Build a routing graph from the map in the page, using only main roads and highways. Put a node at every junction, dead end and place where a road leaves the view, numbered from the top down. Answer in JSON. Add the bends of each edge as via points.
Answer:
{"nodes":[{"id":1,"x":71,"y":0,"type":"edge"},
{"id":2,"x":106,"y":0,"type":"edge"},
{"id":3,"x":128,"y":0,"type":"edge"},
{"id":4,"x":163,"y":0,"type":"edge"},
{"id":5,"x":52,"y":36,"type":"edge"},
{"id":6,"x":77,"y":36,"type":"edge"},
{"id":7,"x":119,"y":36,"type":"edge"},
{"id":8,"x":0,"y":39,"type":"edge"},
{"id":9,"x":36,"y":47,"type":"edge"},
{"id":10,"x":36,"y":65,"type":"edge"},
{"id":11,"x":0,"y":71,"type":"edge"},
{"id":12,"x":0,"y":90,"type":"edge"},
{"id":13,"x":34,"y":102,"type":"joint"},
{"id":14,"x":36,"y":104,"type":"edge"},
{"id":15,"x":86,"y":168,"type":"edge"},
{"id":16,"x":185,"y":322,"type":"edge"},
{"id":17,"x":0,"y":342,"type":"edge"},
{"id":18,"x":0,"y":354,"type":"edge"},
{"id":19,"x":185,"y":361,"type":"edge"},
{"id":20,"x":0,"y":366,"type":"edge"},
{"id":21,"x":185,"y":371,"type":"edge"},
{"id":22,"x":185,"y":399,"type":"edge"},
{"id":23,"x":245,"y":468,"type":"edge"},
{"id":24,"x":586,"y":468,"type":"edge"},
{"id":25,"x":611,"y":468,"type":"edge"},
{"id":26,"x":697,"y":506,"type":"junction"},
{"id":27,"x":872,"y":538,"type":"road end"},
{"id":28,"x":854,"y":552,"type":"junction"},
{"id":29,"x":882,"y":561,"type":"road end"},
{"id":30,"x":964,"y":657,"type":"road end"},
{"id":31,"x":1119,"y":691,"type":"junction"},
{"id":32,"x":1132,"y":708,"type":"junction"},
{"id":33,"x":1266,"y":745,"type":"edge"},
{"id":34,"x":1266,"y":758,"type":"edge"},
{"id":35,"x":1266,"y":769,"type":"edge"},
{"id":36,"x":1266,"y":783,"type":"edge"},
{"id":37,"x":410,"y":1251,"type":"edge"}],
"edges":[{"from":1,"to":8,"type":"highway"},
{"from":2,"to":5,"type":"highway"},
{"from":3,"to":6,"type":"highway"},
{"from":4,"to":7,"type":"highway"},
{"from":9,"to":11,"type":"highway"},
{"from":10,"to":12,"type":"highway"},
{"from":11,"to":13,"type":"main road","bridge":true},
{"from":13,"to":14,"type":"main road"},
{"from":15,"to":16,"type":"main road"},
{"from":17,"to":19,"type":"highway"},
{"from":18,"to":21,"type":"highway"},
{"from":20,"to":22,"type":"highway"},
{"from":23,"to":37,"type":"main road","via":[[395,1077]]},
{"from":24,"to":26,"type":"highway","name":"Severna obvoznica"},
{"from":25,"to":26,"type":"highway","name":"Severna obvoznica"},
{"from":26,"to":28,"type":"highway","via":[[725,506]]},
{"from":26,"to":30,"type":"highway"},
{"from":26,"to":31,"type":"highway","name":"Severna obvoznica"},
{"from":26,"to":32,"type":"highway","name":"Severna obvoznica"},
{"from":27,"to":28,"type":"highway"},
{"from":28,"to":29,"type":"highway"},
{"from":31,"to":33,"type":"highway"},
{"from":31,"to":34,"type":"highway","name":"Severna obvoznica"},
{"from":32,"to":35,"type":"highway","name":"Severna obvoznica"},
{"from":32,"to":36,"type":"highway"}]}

- - - - - - -

● Your assignment:
Going through the entries above, count each line that has the word "road" and report only the count.

● Result:
8